Task: No pictures should appear. The lines from the beginning of the listing through the one holding "position:absolute; left:20px; top:20px;" must be reproduced exactly, and nothing more.

Information shown:
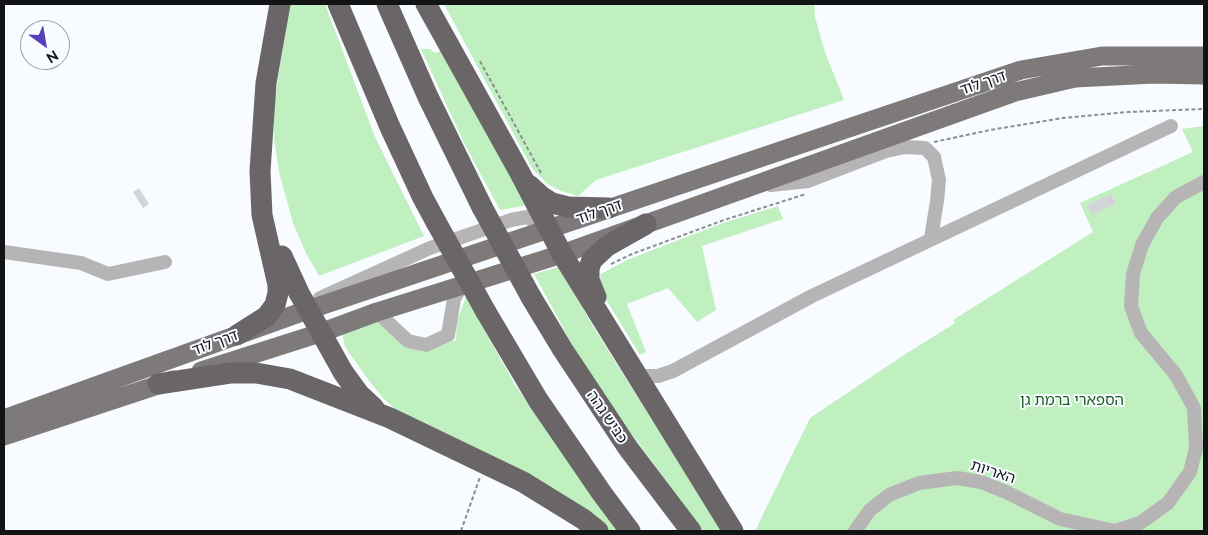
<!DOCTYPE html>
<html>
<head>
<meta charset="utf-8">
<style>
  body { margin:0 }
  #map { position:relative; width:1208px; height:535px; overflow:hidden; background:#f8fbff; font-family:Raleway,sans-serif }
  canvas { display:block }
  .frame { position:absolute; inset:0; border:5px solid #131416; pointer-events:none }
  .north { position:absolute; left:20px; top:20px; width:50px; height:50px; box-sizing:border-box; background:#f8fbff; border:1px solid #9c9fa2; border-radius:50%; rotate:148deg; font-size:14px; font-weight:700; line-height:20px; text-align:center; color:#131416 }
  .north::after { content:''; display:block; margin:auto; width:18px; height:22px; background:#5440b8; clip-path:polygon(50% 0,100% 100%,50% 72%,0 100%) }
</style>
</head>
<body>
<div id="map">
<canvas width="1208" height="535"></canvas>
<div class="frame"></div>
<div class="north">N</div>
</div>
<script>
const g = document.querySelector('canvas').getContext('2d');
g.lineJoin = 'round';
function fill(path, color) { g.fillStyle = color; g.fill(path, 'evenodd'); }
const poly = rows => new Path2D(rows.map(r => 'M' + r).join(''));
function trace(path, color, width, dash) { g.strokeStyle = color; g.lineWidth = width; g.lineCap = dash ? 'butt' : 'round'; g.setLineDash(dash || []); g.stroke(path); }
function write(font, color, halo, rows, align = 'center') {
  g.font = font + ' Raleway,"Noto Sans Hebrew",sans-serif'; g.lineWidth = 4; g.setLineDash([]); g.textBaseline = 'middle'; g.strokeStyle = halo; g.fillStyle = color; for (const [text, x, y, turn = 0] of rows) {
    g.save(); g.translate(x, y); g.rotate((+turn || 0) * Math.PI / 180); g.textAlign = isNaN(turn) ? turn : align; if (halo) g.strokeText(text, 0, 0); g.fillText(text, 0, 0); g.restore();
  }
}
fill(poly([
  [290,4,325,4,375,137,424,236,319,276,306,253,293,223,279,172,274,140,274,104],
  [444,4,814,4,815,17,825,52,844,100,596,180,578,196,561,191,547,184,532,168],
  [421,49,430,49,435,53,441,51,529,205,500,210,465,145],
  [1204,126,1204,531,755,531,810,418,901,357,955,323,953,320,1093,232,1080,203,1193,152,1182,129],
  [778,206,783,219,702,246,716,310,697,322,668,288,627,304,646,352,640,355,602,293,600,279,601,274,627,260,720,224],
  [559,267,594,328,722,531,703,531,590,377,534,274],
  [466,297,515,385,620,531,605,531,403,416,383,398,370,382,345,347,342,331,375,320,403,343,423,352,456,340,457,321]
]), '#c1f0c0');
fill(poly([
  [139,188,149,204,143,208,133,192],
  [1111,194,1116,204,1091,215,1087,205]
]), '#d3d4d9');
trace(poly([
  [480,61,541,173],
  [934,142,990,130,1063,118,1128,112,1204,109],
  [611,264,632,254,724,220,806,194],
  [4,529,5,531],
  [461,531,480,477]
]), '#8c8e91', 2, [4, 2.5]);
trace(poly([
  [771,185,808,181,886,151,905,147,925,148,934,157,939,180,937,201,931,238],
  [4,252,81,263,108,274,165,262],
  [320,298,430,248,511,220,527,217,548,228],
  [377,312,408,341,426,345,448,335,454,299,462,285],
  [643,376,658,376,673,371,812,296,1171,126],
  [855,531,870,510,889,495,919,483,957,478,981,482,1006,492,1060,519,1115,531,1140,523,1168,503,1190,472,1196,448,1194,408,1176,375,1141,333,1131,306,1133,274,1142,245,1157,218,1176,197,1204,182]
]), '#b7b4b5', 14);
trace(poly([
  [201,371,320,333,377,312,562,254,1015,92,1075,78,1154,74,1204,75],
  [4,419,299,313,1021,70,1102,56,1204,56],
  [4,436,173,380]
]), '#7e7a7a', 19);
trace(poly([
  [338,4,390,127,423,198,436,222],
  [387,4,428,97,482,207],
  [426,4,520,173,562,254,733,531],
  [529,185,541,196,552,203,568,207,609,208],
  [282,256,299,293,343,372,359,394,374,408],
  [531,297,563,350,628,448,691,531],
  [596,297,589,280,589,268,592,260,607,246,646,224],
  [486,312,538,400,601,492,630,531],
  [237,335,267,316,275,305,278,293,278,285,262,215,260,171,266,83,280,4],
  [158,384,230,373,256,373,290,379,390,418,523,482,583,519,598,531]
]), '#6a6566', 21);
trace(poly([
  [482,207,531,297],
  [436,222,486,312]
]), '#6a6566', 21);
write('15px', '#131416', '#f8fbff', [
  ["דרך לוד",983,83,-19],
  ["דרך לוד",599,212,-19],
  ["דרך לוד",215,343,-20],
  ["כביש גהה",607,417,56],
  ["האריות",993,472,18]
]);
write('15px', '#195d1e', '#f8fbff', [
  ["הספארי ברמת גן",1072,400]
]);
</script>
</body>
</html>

Response:
<!DOCTYPE html>
<html>
<head>
<meta charset="utf-8">
<style>
  body { margin:0 }
  #map { position:relative; width:1208px; height:535px; overflow:hidden; background:#f8fbff; font-family:Raleway,sans-serif }
  canvas { display:block }
  .frame { position:absolute; inset:0; border:5px solid #131416; pointer-events:none }
  .north { position:absolute; left:20px; top:20px; width:50px; height:50px; box-sizing:border-box; background:#f8fbff; border:1px solid #9c9fa2; border-radius:50%; rotate:148deg; font-size:14px; font-weight:700; line-height:20px; text-align:center; color:#131416 }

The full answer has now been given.